Oxidative stress, inflammation, and apoptosis contribute to the pathogenesis of Amyloodinium ocellatum infection in yellowfin seabream (Acanthopagrus latus)

Amyloodinium ocellatum is a pathogenic parasitic dinoflagellate that infects most marine fish, including the Acanthopagrus latus. This study combined transcriptomics and metabolomics analyses to investigate the pathogenesis of A. ocellatum infection in A. latus. The results indicated that A. ocellatum infection significantly up-regulated 1,556 genes and 326 metabolites while down-regulating 1,668 genes and 399 metabolites in the gills of A. latus.

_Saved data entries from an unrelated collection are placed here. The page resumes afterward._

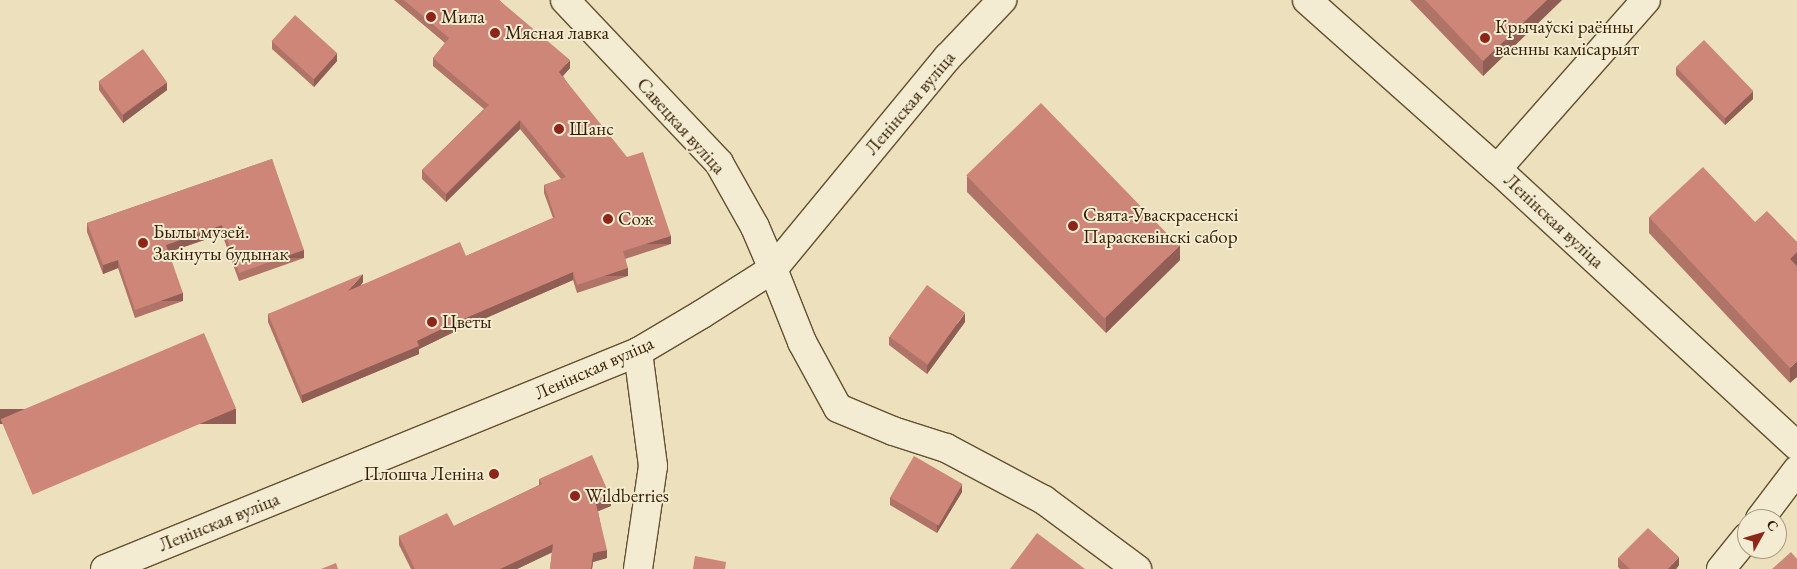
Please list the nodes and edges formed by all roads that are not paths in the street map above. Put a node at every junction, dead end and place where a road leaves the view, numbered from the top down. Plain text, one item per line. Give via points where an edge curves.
1 (564, 0) edge
2 (1002, 0) edge
3 (1307, 0) edge
4 (1646, 0) edge
5 (1497, 169) junction
6 (772, 269) junction
7 (638, 352) junction
8 (1797, 446) edge
9 (1797, 470) edge
10 (1768, 509) edge
11 (1737, 549) edge
12 (105, 569) edge
13 (638, 569) edge
14 (1137, 569) edge
15 (1721, 569) edge

1 - 6 street, Савецкая вуліца via 719,163 756,227
2 - 6 street, Ленінская вуліца via 948,57
3 - 5 street, Ленінская вуліца
4 - 5 street
5 - 8 street, Ленінская вуліца
6 - 7 street, Ленінская вуліца
6 - 14 street, Савецкая вуліца via 802,342 838,408 892,431 946,448 1044,500
7 - 12 street, Ленінская вуліца
7 - 13 street via 652,466
9 - 10 street
11 - 15 street

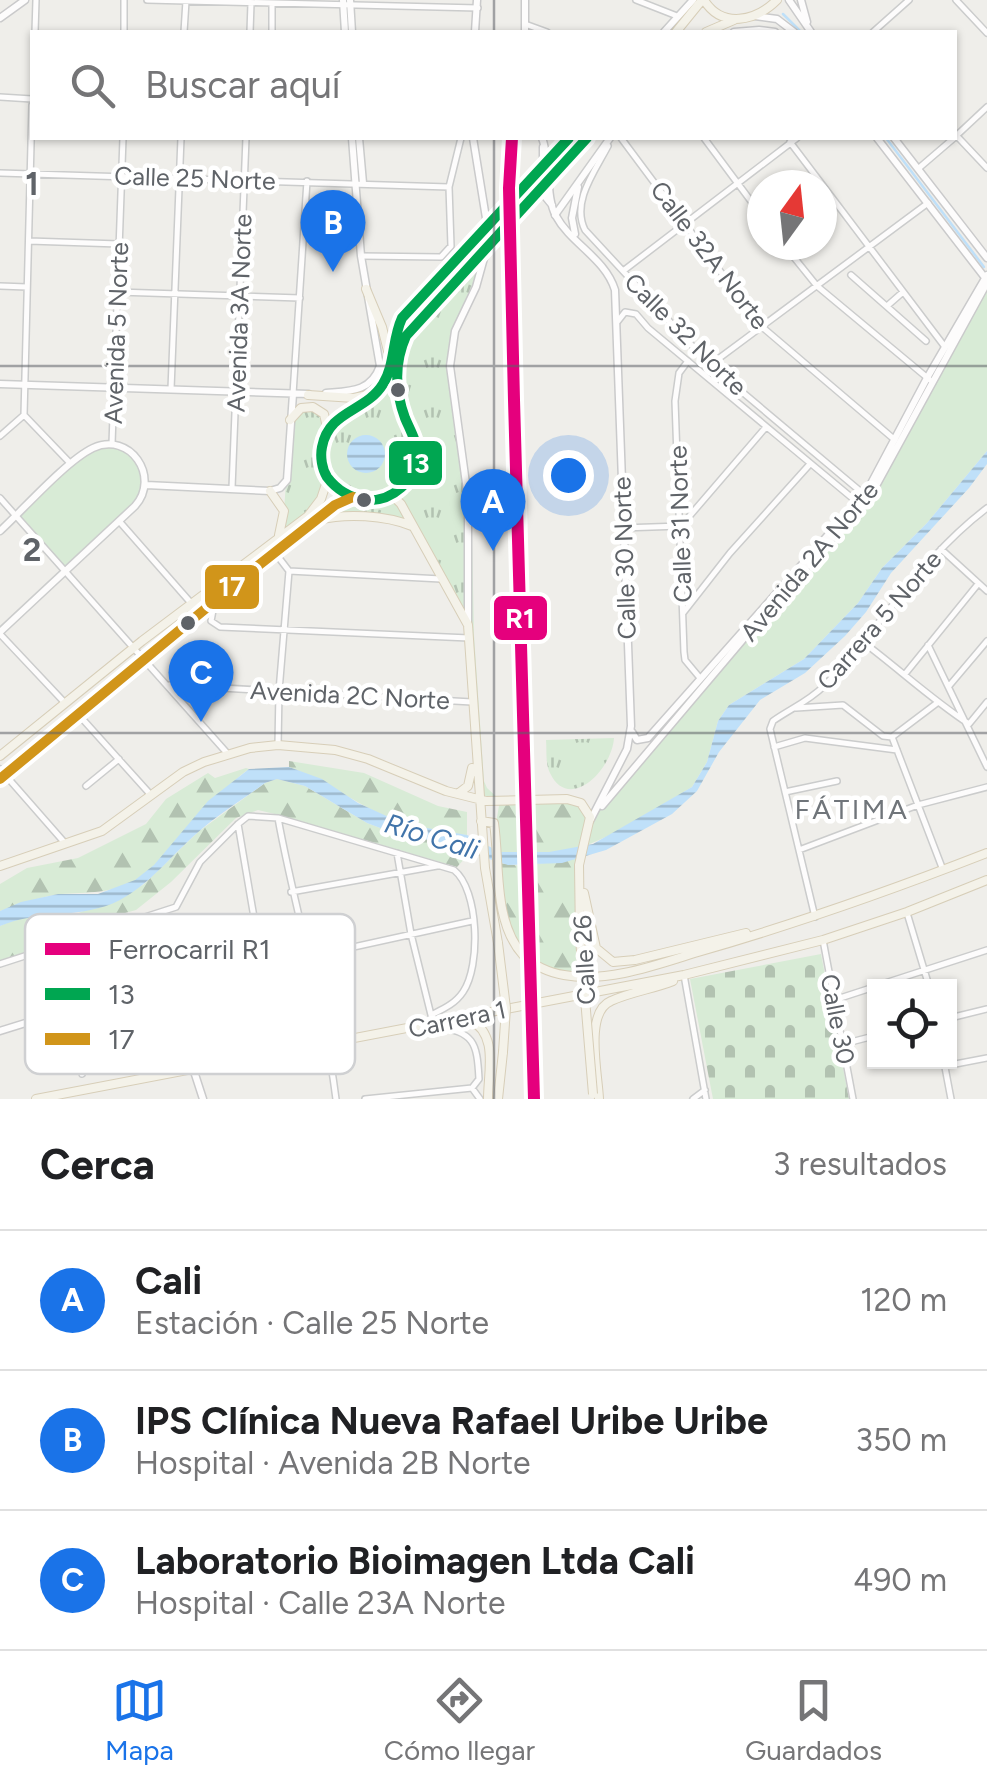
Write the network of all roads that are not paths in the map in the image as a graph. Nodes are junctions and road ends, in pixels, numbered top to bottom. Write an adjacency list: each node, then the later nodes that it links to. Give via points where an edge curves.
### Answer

The Gene Ontology (GO) and Kyoto Encyclopedia of Genes and Genomes (KEGG) enrichment analyses revealed that numerous differentially expressed genes (DEGs) and differential metabolites (DMs) were enriched in pathways associated with oxidative stress, inflammation, and apoptosis, suggesting that these factors may be key drivers of disease pathogenesis and mortality in infected fish. The effects of A. ocellatum infection on reactive oxygen species (ROS) levels, apoptosis, antioxidant capacity, and gene expression in the gills of A. latus were also investigated, alongside hematological and histopathological analyses of the internal organs. The results revealed that A. ocellatum infection induced overproduction of ROS, triggering apoptosis, altered oxidase and antioxidant enzyme activities, and increased mRNA expression of inflammation-related (COX-2, IL-1β, IL-8) and apoptosis-related genes (CatB, CASP3) in the gills of A. latus. Moreover, cholesterol (CHO) concentrations and aspartate transaminase (AST) activity in the serum, as well as the number and density of melanomacrophage centers (MMCs) in the spleen, were significantly higher (P < 0.05) in the infected fish. In conclusion, this study reports that A. ocellatum infection causing oxidative stress, inflammation, and apoptosis in the gills of A. latus, which contribute to fish mortality.